4/27: #28, Piss On This Entry
KKK's Top 103 Posters
Number 28: Gert T
Along with being kkk Bowl I champ, Gert T shares a common bond with me and hawk34/choken/whoever. Whenever I speak of my time in Middletown, Ohio, he actually knows what I’m talking about. This is not a good thing. Then again, there’s something special about many of the experiences I had in this little southwestern Ohio city, such as this one.
It was an early summer evening and I had some of my cats out on their leashes exploring the front yard. Yes, they had leashes (I still have them, although they haven’t been used in years). Anyway, this black lady is walking down the street and the following conversation takes place.
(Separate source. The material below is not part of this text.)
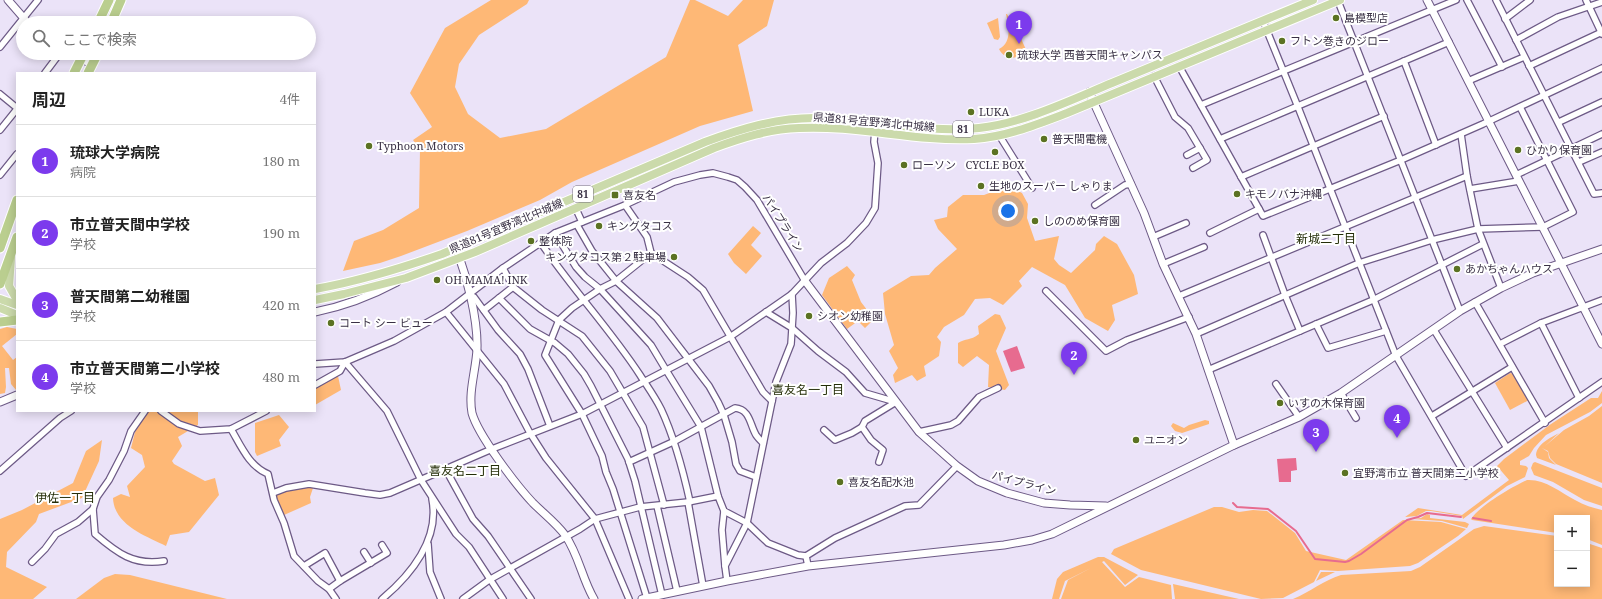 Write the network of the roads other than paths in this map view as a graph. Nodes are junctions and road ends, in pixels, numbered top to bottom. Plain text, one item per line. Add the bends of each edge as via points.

Her: “You got any cigarettes?”
Me: “No.”
Her: “You got any alcohol?”
Me: “No.”
Her: “You got any weed?”
Me: “No.”
Her: “You no fun.”
Me: *Reels in cats before she tries to sell them for crack.*
She walked down the block and stopped to talk to these two black guys who pulled up next to her in their hooptie. Oh Middletown. What was I talking about again?
3 p.m.
• OK, so I work on the first floor of a three-floor building. A while back the owners of this building (their business is on the second floor) decided to remodel the first-floor bathrooms. It was ladies first, and for several weeks (Or was it more than a month? Who knows, who cares.) all the bitches on my floor had to walk up a floor in order to pinch a load. Trust me, if I were a chick I’d rather walk up and down a flight of stairs to pee than do my business in this men’s room. I always hold my breath when going in this room to pee due to the funk some of my floormates emanate while reading the newspaper when on the shitter. Well, now it’s the guy’s turn to be without a floor potty. Now I’m a man of rules. I recently scolded LessoninMachismo via PM for breaking the express lane’s 20 items or less code of conduct. I punch myself in the shoulder when I forget to put on my turn signal when changing lanes on a somewhat busy multi-lane road. But so far this week I’ve crept into the ladies room in the early morning whenever I have to go number one after drinking my two daily 8 oz. morning beverage – the two women on this floor don’t get in into after 8 a.m., and my early morning urination takes place well over an hour before any of them arrive. Out of consideration, I’ll sit down to do my business because a man’s penis is like a leaky fire hose. God only knows where the pee will fly once it makes its way out. That's why I like urinals. It's like going against a wall. If there's some side squirting, then chances are the porcelain wall will be able to catch it the wayward pee. Anyway, the last few mornings when I’ve snuck in the women's room I have seen that the toilet bowls had urine caked on them. This means one of two things: 1) the two chicks that use this bathroom have some squirting issues, or 2) the other guys who are too lazy to walk up a set of stairs to urinate spray and don’t clean up. Come on guys, if you’re going to use the ladies room, at least show some considerations for those that have no chance but to squat. And who says I’m not looking out for the ladies? Oh, and this crusty waste also means that this building's cleaning staff does jack shit, but I could have told you that already.
12:15 p.m.
• My workplace DSL is being moody today, so at around 11 a.m. I decided to give Dennis Miller's new radio show a listen instead of my usual morning program. Not bad. Not great. But not bad. This will definitely be playing (for as long as it's on the air) as a second option for my RIGHT-WING RADIO late-morning/early afternoon listening pleasure. I can't remember the last time I listened to Glenn Beck -- please note I'm not complaining about this.
8:15 a.m.
• This got a laugh out of me a few days ago. From Boortz's Web site
ILLUSTRATING THE PLIGHT OF THE POOR
We learn today that Ted Kulongoski, the governor of Oregon, is going to live on food stamps for a week in order to illustrate the plight of the poor.
Wow! What a great idea! If the governor would permit me, I would like to suggest how he can enhance his illustration of the plight of the poor during this week on food stamps:
1. Adopt -- just for the week -- a few children you cannot afford to raise.
2. Completely abandon your work ethic for the week.
3. If you do have a job, show up late, leave early and don't hit a lick at a snake while you're there.
4. Smoke cigarettes. After all, a higher percentage of poor people smoke than rich people.
5. Become uneducated.
6. Buy lottery tickets.
There ... that ought to go a long way toward your "illustrating the plight of the poor" stunt.